Marc-Antoine Mathieu : J’utilise le noir et blanc pour plusieurs raisons. D’une part, j’ai souvent l’habitude de citer le poète : « on ne rentre pas dans la couleur comme dans un moulin » (ndr : citation de Matisse). Je ne suis pas capable de faire de la couleur sérieusement en bande dessinée. En tableau, peut-être, mais c’est une vraie recherche, un vrai travail… J’ai trop de respect pour la couleur pour ne faire simplement que du coloriage. Eventuellement utiliser la couleur comme signe graphique à la manière de David B. ou Blain avec Le réducteur de vitesse, pourquoi pas. Et jouer avec la couleur comme le font Mattotti, Prudhomme… là c’est fort. Parce qu’à ce niveau ce n’est plus que de la couleur, c’est un climat. Rébétiko [de David Prudhomme] est superbe. Beaucoup trop de bandes dessinées actuelles gagneraient à être en noir et blanc, c’est dur à dire, mais malheureusement c’est vrai… Pour moi c’est déjà tellement dur de faire du bon noir et blanc. Une chose que je n’ai pas considéré tout de suite et dont je me suis aperçu avec le temps, c’est que le noir et blanc est vraiment l’une des vérités de la bande dessinée, car le noir et blanc est d’emblée décalé par rapport à la réalité. Si le ciel est blanc ou que si le ciel est noir, on y met ce qu’on veut. Et ça c’est intéressant… C’est une des spécificités de la bande dessinée. J’ai découvert ça assez tôt avec Hugo Pratt, dans Fables de Venise par exemple, des cieux blancs avec la lune, c’est génial. On voit la nuit. C’est nous qui inventons notre nuit. Je le reprends complètement à mon compte, j’adore pouvoir faire ça dans la bande dessinée.
Sceneario.com : Le noir et blanc joue également un rôle dans la structure des planches.
Marc-Antoine Mathieu : Oui, et surtout dans cette manière un peu radicale d’utiliser des ombres très tranchées, voire l’idée d‘essayer de faire du 50/50 dans les cases, blanc/noir/blanc/noir. Je pense que cette espèce d’alternance du noir et blanc a un sens dans un récit, une sorte d’« effet ressort » un peu mécanique qui renvoie et fait rebondir le regard du blanc au noir et du noir au blanc.

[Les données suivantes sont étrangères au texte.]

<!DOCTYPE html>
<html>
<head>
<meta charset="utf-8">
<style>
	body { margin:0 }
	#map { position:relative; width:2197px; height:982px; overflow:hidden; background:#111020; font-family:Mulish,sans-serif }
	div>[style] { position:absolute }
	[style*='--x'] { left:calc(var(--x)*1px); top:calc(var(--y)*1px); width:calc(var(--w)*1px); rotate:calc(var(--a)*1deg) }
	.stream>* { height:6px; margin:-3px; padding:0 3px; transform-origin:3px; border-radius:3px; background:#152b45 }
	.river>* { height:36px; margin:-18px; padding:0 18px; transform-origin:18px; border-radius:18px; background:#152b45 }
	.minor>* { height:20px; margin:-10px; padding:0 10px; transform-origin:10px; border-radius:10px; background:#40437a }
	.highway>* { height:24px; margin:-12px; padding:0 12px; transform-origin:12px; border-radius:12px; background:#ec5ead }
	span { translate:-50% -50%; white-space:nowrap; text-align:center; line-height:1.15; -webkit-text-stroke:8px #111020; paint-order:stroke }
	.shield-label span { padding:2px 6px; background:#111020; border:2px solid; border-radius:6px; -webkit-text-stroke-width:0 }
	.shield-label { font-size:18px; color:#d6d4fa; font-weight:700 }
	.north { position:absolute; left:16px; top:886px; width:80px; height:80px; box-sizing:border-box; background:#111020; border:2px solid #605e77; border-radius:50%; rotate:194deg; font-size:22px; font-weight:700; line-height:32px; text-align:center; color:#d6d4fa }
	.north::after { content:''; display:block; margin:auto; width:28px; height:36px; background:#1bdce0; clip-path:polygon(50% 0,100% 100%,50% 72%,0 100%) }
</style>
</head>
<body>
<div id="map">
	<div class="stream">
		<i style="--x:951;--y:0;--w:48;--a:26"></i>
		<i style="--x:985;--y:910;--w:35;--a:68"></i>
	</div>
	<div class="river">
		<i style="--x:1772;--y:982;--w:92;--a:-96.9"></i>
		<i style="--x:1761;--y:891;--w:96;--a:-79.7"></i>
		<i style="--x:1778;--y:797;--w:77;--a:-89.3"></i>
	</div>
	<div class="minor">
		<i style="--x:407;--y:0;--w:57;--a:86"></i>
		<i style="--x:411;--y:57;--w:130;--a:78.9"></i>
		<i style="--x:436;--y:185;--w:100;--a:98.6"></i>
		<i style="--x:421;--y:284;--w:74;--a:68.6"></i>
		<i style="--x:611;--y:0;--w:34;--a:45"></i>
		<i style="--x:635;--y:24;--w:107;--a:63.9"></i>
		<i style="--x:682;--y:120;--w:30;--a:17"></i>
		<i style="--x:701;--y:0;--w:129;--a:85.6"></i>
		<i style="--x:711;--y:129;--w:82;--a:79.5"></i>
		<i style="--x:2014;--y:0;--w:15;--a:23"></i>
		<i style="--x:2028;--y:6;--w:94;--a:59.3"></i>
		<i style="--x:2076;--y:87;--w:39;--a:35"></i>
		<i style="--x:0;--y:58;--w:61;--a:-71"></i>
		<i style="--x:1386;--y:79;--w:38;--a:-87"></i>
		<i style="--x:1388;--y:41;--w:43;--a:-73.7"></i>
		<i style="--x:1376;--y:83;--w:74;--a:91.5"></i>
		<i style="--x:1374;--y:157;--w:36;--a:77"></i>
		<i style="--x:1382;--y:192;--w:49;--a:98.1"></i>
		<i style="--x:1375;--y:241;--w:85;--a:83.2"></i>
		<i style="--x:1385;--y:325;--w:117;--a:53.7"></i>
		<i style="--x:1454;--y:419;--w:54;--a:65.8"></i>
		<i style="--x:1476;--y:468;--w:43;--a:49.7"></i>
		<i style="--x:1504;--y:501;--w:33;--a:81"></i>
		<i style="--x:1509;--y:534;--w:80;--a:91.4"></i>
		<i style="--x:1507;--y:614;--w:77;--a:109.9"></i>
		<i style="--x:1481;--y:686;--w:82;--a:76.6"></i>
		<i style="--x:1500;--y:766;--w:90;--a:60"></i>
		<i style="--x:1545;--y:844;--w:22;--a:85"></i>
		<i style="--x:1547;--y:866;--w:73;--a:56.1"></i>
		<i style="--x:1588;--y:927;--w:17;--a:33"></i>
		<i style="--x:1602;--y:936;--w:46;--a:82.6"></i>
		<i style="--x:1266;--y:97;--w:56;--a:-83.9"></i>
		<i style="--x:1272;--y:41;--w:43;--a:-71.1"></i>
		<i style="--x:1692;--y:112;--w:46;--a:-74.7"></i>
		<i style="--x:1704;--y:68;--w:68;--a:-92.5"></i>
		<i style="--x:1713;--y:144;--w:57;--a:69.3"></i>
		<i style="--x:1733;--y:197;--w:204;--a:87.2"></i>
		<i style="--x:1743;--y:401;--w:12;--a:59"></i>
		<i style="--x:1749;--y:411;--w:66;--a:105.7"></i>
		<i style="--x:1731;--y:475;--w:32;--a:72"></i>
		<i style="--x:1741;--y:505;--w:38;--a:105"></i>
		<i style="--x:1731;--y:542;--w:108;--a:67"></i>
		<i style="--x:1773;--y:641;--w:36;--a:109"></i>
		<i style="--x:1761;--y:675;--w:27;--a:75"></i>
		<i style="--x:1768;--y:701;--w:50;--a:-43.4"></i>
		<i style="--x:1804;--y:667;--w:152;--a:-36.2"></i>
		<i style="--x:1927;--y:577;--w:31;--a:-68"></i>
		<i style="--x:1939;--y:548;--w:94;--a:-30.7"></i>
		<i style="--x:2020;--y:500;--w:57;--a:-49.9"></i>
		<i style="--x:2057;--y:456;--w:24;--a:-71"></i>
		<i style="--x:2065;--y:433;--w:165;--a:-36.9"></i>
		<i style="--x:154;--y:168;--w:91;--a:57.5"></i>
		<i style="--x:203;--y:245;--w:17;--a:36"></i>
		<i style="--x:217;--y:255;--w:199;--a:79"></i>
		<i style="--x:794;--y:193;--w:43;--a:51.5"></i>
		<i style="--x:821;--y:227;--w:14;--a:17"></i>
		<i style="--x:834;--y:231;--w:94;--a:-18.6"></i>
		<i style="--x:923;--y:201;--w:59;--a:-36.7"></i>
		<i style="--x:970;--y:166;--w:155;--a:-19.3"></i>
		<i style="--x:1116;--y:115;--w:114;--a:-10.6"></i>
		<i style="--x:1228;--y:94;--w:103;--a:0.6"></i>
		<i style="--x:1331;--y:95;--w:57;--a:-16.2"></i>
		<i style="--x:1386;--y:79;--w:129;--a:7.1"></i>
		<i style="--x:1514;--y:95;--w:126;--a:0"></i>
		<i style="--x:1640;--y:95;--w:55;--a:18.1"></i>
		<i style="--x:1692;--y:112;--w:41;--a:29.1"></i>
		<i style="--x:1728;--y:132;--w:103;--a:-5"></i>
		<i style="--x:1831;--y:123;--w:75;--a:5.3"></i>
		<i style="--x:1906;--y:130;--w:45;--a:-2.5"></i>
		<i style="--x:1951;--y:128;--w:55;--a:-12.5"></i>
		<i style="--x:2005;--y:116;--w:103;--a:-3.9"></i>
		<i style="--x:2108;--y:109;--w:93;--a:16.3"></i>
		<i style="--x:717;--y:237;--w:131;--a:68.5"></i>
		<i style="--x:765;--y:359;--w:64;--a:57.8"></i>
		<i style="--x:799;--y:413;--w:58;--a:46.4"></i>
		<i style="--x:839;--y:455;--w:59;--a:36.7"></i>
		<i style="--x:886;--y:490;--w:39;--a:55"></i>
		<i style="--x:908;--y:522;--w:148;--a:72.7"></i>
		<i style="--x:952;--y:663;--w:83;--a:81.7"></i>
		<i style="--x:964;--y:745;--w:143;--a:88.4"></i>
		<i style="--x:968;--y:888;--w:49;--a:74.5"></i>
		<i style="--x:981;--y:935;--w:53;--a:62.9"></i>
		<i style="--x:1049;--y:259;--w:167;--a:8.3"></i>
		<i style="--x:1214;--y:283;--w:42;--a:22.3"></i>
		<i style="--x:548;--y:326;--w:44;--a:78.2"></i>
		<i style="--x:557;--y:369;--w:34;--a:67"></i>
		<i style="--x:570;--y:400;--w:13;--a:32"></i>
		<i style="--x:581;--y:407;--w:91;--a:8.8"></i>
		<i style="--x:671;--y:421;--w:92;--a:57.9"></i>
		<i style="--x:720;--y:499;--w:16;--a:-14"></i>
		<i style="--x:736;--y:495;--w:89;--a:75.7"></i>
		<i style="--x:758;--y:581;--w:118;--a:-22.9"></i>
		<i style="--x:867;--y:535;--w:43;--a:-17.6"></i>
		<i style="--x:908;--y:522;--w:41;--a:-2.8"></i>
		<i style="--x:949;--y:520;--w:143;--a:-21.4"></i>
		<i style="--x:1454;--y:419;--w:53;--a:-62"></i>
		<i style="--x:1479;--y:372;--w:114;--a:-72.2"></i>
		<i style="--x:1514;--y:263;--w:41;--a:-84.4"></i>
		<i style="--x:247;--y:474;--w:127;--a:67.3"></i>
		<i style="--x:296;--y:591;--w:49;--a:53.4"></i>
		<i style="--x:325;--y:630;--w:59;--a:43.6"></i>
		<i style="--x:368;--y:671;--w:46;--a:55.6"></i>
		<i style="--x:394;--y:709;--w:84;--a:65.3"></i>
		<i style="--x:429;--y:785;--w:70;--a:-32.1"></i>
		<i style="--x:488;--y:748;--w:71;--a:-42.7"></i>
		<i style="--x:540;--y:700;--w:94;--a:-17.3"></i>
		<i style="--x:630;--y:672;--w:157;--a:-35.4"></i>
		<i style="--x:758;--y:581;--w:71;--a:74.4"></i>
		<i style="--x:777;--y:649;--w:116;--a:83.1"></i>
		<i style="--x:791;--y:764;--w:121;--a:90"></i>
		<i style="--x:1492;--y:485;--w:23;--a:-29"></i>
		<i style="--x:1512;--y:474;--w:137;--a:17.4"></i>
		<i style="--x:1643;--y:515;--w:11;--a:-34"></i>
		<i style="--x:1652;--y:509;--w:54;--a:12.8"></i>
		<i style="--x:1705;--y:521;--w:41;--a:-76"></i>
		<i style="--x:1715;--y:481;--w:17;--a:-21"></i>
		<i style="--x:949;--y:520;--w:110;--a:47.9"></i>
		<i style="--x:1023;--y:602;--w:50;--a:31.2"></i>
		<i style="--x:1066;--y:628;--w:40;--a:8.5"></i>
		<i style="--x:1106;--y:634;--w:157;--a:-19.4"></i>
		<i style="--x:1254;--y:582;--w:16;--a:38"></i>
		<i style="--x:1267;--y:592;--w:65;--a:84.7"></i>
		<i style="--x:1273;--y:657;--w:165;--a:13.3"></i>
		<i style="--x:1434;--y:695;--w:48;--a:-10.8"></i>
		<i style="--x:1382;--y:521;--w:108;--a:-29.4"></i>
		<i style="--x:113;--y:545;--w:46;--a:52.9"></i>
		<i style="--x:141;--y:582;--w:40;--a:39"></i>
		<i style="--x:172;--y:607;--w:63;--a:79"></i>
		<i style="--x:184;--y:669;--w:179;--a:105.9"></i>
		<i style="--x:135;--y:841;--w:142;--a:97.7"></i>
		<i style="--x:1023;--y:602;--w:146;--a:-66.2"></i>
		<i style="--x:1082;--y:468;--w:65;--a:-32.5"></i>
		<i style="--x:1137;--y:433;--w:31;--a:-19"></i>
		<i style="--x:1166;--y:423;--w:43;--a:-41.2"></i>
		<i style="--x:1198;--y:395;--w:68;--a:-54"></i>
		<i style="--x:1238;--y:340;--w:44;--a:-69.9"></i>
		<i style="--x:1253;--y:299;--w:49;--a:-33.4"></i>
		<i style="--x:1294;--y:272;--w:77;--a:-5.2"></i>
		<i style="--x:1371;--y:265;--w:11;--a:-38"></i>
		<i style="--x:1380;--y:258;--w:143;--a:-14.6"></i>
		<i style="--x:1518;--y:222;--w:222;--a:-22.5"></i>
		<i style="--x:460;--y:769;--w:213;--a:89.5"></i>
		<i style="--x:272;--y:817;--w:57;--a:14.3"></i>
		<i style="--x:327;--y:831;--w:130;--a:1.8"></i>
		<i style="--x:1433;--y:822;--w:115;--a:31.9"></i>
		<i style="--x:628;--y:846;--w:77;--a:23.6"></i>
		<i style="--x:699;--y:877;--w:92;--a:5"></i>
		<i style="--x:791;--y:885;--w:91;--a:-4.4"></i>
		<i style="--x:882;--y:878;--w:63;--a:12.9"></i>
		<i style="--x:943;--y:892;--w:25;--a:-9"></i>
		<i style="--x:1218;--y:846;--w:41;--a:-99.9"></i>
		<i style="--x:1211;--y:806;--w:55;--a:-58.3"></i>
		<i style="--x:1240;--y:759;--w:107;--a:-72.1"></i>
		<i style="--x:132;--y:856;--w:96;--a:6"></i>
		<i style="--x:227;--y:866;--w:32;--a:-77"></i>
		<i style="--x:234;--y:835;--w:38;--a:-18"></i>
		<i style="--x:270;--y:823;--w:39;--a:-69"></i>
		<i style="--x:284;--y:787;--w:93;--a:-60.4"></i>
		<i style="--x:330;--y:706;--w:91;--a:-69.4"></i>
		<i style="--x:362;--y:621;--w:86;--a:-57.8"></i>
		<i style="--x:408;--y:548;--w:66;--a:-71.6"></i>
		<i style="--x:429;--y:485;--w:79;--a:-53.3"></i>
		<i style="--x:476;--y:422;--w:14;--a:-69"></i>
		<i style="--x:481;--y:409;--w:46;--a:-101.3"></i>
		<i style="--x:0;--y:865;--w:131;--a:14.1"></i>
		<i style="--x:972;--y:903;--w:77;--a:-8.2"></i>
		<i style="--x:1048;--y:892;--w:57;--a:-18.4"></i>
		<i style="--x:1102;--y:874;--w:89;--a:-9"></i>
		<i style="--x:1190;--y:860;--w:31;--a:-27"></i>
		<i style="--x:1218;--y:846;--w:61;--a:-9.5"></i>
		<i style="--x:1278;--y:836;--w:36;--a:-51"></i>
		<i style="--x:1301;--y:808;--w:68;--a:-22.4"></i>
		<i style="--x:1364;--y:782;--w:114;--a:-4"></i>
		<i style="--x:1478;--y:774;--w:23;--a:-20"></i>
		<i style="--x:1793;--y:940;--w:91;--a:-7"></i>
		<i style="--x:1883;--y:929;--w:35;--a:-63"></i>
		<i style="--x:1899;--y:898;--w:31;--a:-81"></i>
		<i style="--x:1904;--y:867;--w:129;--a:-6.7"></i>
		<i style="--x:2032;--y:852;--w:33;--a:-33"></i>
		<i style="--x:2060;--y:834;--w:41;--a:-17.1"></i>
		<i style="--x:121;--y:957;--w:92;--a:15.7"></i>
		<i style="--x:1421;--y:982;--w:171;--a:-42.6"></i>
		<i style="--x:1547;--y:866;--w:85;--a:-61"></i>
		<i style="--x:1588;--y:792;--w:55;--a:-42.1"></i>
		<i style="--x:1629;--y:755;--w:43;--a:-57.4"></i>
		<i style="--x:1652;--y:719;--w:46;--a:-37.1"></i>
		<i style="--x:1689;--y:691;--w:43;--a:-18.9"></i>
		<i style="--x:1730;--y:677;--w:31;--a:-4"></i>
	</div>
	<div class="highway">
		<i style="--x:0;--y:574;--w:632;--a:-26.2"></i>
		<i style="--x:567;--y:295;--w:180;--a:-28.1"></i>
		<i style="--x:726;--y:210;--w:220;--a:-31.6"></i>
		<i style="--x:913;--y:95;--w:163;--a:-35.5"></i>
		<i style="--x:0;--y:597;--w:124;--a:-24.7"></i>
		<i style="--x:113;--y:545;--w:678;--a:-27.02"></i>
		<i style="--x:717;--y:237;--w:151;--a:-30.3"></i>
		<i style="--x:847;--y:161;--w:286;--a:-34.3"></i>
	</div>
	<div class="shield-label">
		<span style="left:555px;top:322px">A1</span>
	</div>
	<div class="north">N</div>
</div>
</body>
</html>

On pourrait croire que cette radicalité peut restreindre le lectorat à des regards esthètes… faux ; cela fait déjà un certain temps que le lectorat considère la bande dessinée comme une écriture, et non plus comme du "beau dessin". Bon, ce n’est pas le « tout en noir et blanc à jamais ». Mais quand le fond est là, je pense que finalement, on s’adapte à la forme.
Sceneario.com : Quelles sont les différentes étapes de réalisation de vos albums ?
Marc-Antoine Mathieu : Elles sont très simples. Il y a la phase oméga, celui de la rêverie. Cette rêverie peut être plus ou moins longue, elle peut se faire juste sur un week-end ou -plus souvent- sur quatre ans, en accumulant des trucs, des images, des personnages, des climats… Dieu en personne par exemple, c’est vraiment un feuilleté d’idées que j’avais accumulées sur des années. Puis vient le moment de mettre cela en place : les notes, on les rassemble, on essaye de structurer une histoire, on l’écrit, on fait une espèce de scénario de 10 à 30 pages avec des dialogues et des didascalies, comme une pièce de théâtre. Et Dieu en personne, de fait, est une pièce de théâtre qui pourrait se suffire à elle-même. Ensuite il y a l’étape réalisation. Une étape très traditionnelle, crayonné/encrage. J’encre mes bulles aussi, je fais partie de ces auteurs qui encrent à la main, j’aime écrire avec une plume. Et puis ensuite il y a une étape d’ordinateur où là, on remonte, on repeaufine… C’est une étape qui n’existait pas avant et qui autorise à faire des essais, notamment dans les gris. C’est quelque chose qui, a priori, devait faire gagner du temps, mais pour moi c’est l’inverse. On devient encore plus exigeant, encore plus pointu, on arrive vraiment à rentrer dans la « chair» de la bande dessinée. Dans La 2,333e dimension il y avait le vert et le rouge pour l’image 3D, là c’est pareil, sans l’ordinateur, grosse prise de tête ! Grâce à l’ordinateur, j’ai pu faire quelque chose qui marchait très bien, soigné aux petits oignons.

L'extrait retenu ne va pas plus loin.